Assignment |
Below are the records; give again exactly the line with "I need the junctions", the line with "y. Format: JSON.", and each line that lies between them, and nothing besides.

Records to process |
= Beginning of Section =

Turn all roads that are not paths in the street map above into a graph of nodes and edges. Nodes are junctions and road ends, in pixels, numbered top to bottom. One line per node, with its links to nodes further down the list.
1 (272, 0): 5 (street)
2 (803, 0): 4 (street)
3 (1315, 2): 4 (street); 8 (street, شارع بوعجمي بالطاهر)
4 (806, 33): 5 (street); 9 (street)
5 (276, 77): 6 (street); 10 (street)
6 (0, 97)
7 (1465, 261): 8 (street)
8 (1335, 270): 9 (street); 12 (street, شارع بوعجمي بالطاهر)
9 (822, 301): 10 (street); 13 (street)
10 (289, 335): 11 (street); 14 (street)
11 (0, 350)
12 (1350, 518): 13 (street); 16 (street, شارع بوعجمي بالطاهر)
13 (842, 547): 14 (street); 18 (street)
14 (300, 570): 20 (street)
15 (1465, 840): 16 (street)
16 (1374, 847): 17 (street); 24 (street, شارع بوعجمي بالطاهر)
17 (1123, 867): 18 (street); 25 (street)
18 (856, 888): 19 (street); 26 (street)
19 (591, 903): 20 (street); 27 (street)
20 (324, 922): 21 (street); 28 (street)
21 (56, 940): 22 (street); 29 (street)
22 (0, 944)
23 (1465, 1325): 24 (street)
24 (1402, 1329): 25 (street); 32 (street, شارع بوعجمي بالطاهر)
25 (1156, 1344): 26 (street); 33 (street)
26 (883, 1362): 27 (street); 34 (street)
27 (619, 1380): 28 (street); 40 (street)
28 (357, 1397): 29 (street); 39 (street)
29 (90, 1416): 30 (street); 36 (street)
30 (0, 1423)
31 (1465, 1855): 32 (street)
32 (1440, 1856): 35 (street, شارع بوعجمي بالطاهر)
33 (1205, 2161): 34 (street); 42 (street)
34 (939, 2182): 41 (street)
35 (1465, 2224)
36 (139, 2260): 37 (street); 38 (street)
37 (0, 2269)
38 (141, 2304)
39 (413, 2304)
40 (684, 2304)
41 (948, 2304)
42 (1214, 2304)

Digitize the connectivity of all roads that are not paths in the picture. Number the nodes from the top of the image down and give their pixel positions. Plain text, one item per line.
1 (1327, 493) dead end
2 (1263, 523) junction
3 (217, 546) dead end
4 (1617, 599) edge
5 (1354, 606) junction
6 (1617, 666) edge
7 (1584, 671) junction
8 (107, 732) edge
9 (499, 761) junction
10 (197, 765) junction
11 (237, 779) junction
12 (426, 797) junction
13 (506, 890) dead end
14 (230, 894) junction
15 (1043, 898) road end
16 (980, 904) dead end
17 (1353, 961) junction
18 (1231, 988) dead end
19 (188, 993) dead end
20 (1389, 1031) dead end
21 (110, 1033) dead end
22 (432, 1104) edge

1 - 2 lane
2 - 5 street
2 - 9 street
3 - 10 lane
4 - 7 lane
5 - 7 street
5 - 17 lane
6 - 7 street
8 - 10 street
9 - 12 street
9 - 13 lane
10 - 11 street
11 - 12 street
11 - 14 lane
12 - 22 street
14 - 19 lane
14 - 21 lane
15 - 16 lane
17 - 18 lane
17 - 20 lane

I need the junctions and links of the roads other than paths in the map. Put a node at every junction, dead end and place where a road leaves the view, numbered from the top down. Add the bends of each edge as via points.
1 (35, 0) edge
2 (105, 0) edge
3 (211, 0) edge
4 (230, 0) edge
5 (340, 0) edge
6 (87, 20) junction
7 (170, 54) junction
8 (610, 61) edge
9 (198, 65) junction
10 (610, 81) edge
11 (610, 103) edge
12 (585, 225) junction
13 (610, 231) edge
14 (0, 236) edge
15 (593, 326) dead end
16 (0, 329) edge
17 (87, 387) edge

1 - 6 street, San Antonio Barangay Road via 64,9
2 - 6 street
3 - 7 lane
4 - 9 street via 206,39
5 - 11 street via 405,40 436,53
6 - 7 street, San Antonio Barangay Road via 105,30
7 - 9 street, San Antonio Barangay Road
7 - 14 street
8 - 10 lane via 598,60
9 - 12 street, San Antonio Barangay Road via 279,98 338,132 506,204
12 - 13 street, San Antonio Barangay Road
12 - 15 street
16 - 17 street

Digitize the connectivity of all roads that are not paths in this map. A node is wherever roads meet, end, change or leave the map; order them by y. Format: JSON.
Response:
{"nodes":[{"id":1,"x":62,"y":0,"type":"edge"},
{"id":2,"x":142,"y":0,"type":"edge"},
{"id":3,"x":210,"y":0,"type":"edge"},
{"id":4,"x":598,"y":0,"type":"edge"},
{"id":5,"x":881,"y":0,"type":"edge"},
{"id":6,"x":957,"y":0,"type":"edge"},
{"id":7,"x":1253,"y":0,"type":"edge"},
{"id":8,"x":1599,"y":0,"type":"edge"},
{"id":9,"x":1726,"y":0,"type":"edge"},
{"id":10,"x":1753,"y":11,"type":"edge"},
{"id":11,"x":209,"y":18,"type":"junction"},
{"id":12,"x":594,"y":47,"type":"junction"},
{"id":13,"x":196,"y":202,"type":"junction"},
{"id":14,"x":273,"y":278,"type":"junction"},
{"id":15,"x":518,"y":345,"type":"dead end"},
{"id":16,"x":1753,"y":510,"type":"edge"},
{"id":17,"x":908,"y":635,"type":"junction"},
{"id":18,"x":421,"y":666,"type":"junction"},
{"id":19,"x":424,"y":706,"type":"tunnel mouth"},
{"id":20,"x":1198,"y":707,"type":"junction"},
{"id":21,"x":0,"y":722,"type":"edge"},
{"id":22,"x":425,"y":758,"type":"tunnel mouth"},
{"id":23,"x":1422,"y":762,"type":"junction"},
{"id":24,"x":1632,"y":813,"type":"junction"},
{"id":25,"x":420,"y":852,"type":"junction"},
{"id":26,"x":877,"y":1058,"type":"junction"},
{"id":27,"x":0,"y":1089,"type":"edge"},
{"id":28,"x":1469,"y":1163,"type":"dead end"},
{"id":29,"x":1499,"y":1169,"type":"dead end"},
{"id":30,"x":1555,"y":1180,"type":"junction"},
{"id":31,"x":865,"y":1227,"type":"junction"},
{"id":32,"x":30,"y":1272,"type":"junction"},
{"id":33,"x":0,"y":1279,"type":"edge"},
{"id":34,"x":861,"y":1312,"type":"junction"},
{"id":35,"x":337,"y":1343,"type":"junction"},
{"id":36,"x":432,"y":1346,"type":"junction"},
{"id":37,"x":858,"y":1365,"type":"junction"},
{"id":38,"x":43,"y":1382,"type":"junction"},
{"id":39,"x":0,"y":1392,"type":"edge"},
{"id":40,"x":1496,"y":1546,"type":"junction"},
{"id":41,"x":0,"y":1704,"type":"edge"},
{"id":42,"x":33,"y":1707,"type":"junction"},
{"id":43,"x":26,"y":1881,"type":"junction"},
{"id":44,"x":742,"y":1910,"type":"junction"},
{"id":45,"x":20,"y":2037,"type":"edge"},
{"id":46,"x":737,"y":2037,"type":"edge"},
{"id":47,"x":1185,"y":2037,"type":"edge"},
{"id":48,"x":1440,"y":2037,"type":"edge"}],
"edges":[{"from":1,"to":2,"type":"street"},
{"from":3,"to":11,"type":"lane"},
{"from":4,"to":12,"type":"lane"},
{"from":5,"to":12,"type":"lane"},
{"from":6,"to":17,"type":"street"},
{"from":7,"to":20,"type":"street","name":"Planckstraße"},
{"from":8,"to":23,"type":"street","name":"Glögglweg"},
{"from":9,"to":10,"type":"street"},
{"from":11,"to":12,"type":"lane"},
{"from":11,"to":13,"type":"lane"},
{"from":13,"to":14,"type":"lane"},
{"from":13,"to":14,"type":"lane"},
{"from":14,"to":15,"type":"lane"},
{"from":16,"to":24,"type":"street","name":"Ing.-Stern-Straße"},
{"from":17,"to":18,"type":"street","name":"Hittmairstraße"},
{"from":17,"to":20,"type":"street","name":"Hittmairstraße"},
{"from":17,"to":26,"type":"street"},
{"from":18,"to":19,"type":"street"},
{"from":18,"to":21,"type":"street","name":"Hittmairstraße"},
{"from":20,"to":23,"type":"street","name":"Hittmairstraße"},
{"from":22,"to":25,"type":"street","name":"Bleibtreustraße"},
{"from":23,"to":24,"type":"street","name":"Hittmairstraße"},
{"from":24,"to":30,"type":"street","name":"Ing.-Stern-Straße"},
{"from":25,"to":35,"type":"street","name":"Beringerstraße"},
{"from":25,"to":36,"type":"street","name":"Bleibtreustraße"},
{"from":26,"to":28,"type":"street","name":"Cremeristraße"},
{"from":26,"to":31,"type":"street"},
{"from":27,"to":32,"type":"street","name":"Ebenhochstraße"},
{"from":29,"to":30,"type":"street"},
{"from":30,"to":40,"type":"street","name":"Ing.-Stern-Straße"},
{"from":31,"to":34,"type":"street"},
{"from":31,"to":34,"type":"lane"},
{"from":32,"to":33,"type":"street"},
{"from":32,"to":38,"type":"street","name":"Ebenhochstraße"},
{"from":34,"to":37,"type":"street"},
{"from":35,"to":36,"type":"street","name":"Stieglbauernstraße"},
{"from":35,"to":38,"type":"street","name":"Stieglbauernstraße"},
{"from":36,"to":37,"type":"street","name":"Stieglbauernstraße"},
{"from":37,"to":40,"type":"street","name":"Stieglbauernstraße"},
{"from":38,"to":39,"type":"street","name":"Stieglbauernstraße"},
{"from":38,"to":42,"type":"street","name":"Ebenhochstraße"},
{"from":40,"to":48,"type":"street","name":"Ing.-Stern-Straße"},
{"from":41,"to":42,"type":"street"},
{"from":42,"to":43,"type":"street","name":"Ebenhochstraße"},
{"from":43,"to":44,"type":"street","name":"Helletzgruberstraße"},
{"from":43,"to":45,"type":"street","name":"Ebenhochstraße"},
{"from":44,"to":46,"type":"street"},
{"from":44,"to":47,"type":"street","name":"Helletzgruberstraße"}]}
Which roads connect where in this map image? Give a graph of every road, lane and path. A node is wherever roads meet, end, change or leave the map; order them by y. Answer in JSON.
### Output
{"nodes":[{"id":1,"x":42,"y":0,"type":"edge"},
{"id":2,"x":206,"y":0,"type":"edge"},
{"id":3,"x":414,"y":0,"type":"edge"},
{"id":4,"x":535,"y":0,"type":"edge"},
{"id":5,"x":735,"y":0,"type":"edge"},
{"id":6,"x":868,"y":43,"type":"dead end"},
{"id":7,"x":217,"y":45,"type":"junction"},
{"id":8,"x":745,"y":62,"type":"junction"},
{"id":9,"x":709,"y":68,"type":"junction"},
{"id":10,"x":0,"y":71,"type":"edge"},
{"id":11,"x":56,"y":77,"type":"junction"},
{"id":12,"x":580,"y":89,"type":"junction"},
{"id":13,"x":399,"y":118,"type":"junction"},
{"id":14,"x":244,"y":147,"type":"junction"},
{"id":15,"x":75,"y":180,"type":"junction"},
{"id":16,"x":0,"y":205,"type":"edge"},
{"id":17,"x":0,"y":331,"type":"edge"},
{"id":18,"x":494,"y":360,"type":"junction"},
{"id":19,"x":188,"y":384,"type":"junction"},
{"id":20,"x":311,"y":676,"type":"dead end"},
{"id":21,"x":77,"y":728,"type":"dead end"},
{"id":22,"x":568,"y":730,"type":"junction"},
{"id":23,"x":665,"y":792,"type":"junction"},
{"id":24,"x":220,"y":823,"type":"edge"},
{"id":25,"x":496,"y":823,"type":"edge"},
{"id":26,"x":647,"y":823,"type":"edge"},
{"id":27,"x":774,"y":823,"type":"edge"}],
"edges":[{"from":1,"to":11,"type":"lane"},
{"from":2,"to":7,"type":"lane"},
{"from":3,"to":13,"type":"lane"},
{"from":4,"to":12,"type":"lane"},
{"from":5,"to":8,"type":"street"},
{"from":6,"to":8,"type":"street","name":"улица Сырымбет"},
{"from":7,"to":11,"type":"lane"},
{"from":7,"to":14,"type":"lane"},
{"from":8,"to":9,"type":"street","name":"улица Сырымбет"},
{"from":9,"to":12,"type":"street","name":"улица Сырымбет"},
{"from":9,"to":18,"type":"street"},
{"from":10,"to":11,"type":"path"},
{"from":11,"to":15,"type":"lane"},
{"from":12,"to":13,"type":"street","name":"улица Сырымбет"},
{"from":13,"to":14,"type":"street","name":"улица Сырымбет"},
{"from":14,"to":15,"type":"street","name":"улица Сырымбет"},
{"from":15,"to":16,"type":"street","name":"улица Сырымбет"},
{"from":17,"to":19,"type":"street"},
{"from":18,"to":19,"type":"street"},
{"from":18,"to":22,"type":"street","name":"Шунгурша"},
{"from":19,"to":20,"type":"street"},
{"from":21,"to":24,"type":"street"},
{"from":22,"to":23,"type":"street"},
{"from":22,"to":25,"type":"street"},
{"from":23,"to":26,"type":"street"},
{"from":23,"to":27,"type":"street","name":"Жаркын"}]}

= End of Section =

Response for this exercise |
I need the junctions and links of the roads other than paths in the map. Put a node at every junction, dead end and place where a road leaves the view, numbered from the top down. Add the bends of each edge as via points.
1 (35, 0) edge
2 (105, 0) edge
3 (211, 0) edge
4 (230, 0) edge
5 (340, 0) edge
6 (87, 20) junction
7 (170, 54) junction
8 (610, 61) edge
9 (198, 65) junction
10 (610, 81) edge
11 (610, 103) edge
12 (585, 225) junction
13 (610, 231) edge
14 (0, 236) edge
15 (593, 326) dead end
16 (0, 329) edge
17 (87, 387) edge

1 - 6 street, San Antonio Barangay Road via 64,9
2 - 6 street
3 - 7 lane
4 - 9 street via 206,39
5 - 11 street via 405,40 436,53
6 - 7 street, San Antonio Barangay Road via 105,30
7 - 9 street, San Antonio Barangay Road
7 - 14 street
8 - 10 lane via 598,60
9 - 12 street, San Antonio Barangay Road via 279,98 338,132 506,204
12 - 13 street, San Antonio Barangay Road
12 - 15 street
16 - 17 street

Digitize the connectivity of all roads that are not paths in this map. A node is wherever roads meet, end, change or leave the map; order them by y. Format: JSON.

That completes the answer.